Mortgage Fraud Is Still a Big Growth Business

Las Vegas-There's no question mortgage fraud is a big-ticket item. But it may be bigger than most industry executives believe, speakers at the Mortgage Bankers Association's National Fraud Issues Conference said here. And the crime isn't going to go away anytime soon.

The last official count from the Federal Bureau of Investigation put the industry's annual loss due to mortgage fraud at $5 billion. But Scott Broshears, the special agent in charge of uncovering and prosecuting the loan fraud, said his agency is "probably easily investigating" crimes valued at double that amount.

But Merle Sharick, representing the Mortgage Asset Research Institute, trumped the G-man from Washington. He said that when all is said and done, losses in 2008 will run between $15 billion and $25 billion.

"Mortgage fraud is a giant and growing cause of losses," Mr. Sharick told the conference.

The MARI spokesman, who is now a vertical solutions consultant for LexisNexis, MARI's latest owner, also predicted that the number of suspicious activity report filings will continue to grow.

At last count - for the 12-month period ended June 30 - the Treasury Department's Financial Crimes Enforcement Network said financial institutions had filed 62,084 SARs. But Mr. Sharick said that number could grow to more than 75,000 within two years.

And FinCEN director James Freis didn't disagree. He told the meeting that the number of reports filed in the current 12-month reporting period might reach the total number of SARs filed over the last decade.
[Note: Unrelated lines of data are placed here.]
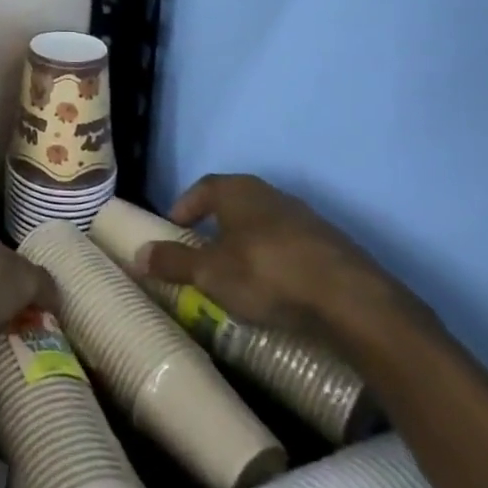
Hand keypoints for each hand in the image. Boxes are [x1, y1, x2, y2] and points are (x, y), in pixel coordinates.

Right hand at [135, 174, 420, 343]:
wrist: (350, 299)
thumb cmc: (266, 273)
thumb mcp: (210, 273)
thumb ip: (173, 262)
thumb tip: (137, 255)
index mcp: (237, 190)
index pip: (202, 188)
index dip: (185, 207)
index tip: (174, 229)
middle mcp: (270, 194)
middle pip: (234, 204)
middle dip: (215, 226)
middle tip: (201, 253)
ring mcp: (305, 218)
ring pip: (264, 226)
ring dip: (247, 245)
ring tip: (236, 276)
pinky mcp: (331, 246)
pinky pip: (291, 248)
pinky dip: (276, 262)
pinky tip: (274, 289)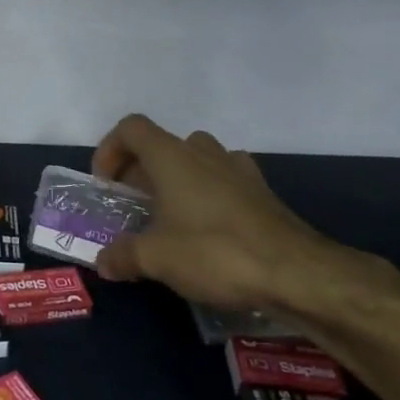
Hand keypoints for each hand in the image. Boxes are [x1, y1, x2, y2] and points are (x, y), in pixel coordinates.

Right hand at [91, 115, 395, 327]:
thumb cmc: (215, 251)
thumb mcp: (156, 258)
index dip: (110, 149)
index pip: (131, 128)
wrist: (296, 271)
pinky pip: (223, 180)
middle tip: (132, 207)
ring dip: (175, 179)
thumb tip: (103, 262)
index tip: (107, 185)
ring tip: (169, 216)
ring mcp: (237, 168)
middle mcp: (203, 152)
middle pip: (161, 144)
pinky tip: (207, 228)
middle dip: (140, 171)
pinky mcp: (261, 191)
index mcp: (172, 156)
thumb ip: (123, 255)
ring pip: (195, 159)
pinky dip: (207, 194)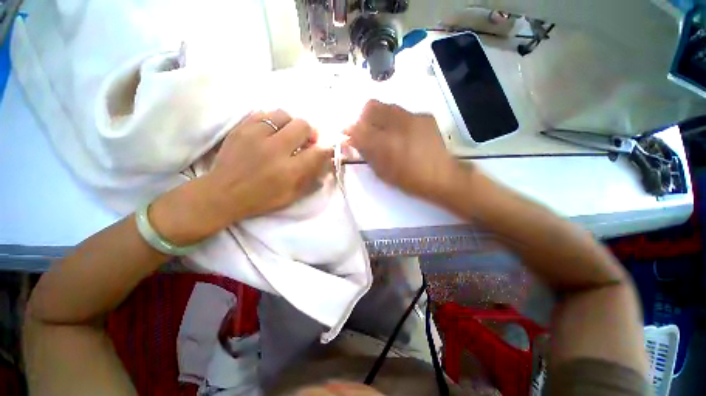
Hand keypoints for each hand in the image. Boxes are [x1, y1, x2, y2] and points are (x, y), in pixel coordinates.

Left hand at [151, 110, 332, 245]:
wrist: (222, 193)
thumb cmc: (261, 198)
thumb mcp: (292, 195)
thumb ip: (311, 177)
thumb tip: (325, 160)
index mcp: (289, 171)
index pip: (317, 152)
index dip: (326, 149)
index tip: (325, 150)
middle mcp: (274, 149)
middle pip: (302, 125)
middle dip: (309, 133)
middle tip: (305, 141)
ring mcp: (255, 135)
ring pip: (283, 114)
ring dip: (290, 125)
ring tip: (286, 135)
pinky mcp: (240, 128)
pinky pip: (263, 113)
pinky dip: (272, 121)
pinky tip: (270, 132)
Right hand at [346, 100, 460, 200]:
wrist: (442, 176)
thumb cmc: (409, 180)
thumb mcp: (382, 172)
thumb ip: (367, 153)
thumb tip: (353, 140)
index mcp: (385, 143)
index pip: (359, 128)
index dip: (350, 129)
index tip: (347, 134)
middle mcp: (397, 124)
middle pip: (371, 106)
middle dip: (363, 117)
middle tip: (366, 131)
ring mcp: (413, 117)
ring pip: (387, 106)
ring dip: (379, 116)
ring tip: (384, 131)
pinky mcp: (425, 116)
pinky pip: (403, 112)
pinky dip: (396, 120)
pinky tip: (402, 133)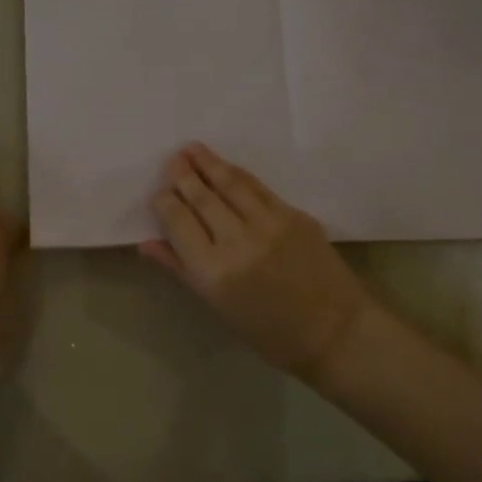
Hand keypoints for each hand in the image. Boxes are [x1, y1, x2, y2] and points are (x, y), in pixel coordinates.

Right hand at [141, 144, 374, 384]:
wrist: (334, 331)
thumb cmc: (268, 332)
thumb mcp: (218, 307)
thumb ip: (181, 269)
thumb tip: (147, 243)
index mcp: (213, 271)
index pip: (178, 222)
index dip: (164, 202)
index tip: (158, 193)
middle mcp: (237, 241)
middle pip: (202, 198)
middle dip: (183, 175)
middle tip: (171, 159)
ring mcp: (269, 224)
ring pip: (230, 184)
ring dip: (208, 163)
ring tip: (192, 149)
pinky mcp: (294, 215)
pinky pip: (258, 188)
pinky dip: (239, 175)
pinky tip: (226, 167)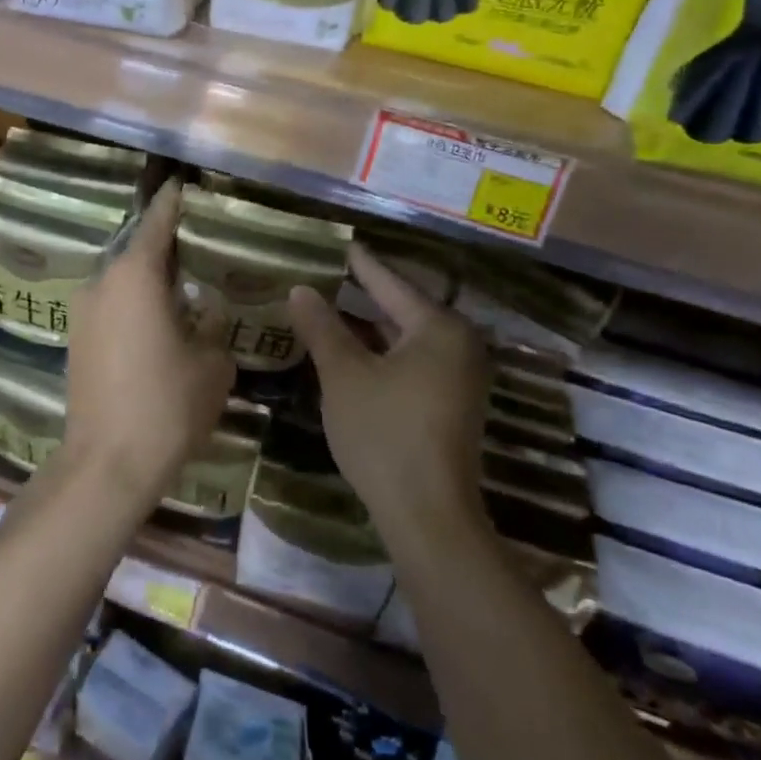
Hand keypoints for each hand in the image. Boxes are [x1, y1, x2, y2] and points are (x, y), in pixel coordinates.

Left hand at [62, 182, 233, 511]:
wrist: (107, 464)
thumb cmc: (167, 405)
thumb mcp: (212, 364)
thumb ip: (214, 326)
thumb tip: (209, 311)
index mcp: (136, 276)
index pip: (157, 221)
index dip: (174, 200)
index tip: (187, 183)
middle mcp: (102, 283)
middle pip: (137, 249)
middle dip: (167, 244)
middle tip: (202, 242)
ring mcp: (84, 312)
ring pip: (123, 280)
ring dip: (151, 278)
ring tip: (186, 284)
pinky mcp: (77, 340)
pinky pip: (113, 306)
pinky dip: (136, 303)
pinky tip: (161, 321)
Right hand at [289, 245, 490, 540]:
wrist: (428, 516)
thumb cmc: (384, 434)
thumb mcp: (344, 376)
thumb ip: (322, 328)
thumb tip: (300, 290)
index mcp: (438, 328)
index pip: (391, 283)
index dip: (361, 264)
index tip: (341, 243)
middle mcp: (458, 345)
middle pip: (403, 308)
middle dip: (364, 293)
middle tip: (329, 273)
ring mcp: (459, 376)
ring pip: (407, 337)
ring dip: (371, 325)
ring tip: (333, 306)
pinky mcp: (452, 403)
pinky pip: (413, 360)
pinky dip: (383, 351)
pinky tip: (354, 350)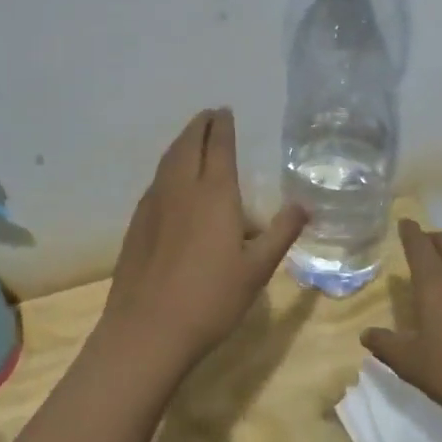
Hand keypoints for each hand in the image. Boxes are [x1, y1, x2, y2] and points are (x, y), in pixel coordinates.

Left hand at [100, 108, 307, 375]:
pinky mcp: (137, 223)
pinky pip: (156, 181)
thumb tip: (304, 206)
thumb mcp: (257, 270)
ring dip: (181, 142)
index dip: (222, 126)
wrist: (147, 330)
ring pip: (168, 160)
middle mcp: (181, 189)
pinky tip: (171, 181)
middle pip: (188, 145)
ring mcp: (154, 204)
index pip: (219, 147)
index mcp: (214, 194)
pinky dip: (167, 166)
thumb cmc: (211, 300)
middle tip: (209, 115)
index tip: (225, 111)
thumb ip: (281, 233)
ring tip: (191, 137)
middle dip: (199, 125)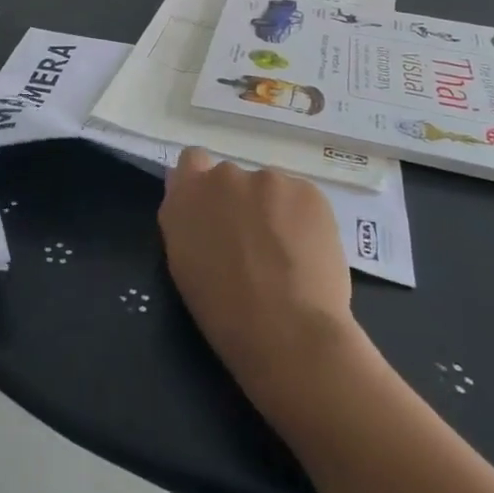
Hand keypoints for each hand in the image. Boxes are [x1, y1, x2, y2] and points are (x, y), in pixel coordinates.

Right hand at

Already, he added, the number of filings have increased threefold in the 10-year period ended in 2006.

Lending further credence to the belief that much of the fraud for profit is taking place at the hands of organized crime, Mr. Freis also said his agency has noticed a direct link between mortgage fraud and money laundering.

"Mortgage fraud is a highly moving target that requires the disposition of large sums of cash," he said. "These are often interconnected. These are not separate things. Profits need to be integrated into the financial system."

The FinCEN director said there is a direct connection between loan fraud and the money services business, particularly check-cashing operations. He also mentioned securities dealers and insurance agents as other potential conduits.

Another speaker, Scott Brower, the U.S. attorney for Nevada, told the conference that even with the change in administrations in Washington, mortgage fraud "will be on our radar screens for the foreseeable future.

"We're trying to get ahead of the problem, but I'm not sure anybody in law enforcement can," Mr. Brower said. "We're just scratching the surface. We're likely to be very, very busy for months and years to come."

He also said fraud is a priority within the Department of Justice, just as it is with Treasury.

Jeffrey Klurfeld, the Western regional director of the Federal Trade Commission, spoke of his agency's enforcement actions, particularly against companies that promise to save the homes of financially troubled borrowers. There has been "a substantial increase in complaints" against such companies, he said.

But he singled out those that charge consumers thousands of dollars under the premise that the firms will work with the borrower's lender to renegotiate the terms of their loans, only to tell them in the end to file for bankruptcy.

"Rarely have I seen a fraud as heartless as this," the FTC official said. Those who perpetrate this swindle "deserve a special place in the gallery of rogue scam artists."

Mr. Sharick, the MARI spokesman, said fraud is likely to increase if only because those who have lost jobs in the technology and banking fields due to the recession will be forced to find income.

"Once a crime of opportunity," he said, "fraud is now a crime of necessity."